DEAR AMY: I hope to offer some wisdom to people concerned about “toxic” relationships. I’ve been in an interracial marriage for 40 years and have experienced every manner of prejudice and hostility — some of it from my own mother. That lasted for more than 25 years until she finally “got the memo” that I wasn’t going to budge. During that time I let her “pretend” my husband didn’t exist. It was her problem, not mine, and she missed out on much of my adult life as a result. My husband was neutrally supportive; i.e. whatever worked for me, he was fine with. To this day people still insist that I harbor resentments when I make general comments about not needing my mother’s approval. I don’t on both counts: No resentments/no approval. It’s simple — you extricate yourself from the toxic family members who bully you, or you become their servants. You don’t have to cut them off, just invite them in on your terms. Passive-aggressive remarks must be cut off the moment they occur. The response should be swift and certain.
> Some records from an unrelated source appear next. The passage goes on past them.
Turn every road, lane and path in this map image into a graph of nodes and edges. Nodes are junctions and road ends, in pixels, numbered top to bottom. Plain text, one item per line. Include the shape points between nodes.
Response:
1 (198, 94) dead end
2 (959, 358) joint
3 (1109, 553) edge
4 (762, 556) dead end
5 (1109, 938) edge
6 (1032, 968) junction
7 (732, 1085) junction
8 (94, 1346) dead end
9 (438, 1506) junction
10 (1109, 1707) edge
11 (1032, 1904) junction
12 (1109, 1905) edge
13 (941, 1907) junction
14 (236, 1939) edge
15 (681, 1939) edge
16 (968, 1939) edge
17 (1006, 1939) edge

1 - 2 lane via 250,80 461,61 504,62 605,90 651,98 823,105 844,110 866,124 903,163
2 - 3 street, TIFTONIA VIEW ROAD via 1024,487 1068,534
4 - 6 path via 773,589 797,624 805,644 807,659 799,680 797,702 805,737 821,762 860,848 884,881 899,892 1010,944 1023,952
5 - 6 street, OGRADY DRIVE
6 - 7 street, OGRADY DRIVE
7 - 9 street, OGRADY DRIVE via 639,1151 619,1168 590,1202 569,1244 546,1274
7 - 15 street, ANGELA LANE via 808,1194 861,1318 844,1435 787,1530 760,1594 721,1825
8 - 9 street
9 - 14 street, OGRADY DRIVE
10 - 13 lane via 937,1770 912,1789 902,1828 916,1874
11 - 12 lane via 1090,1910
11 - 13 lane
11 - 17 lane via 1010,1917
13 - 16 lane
DEAR HAPPY: I appreciate your smart, sensible and successful technique for dealing with a family member who is also a bully.

It is all about boundaries and maintaining a neutral attitude of, “Hey, that’s your damage. I can’t change you, but I also won’t play.”

Ultimately you should also save a shred of sympathy for the person who is so angry and limited.

DEAR AMY: “WelcomeMat/DoorMat” described having friends with a great “side hustle” of renting out their place on The problem was that the friend then crashed at DoorMat’s house. My wife and I did exactly what you suggested when we had a friend who rented out his condo and then kept crashing with us. We started charging him a cut of his take. We treat this like a business arrangement and it has worked out well for all of us.

Side-by-side Hustle

DEAR HUSTLE: It’s the trickle-down economy. Well done.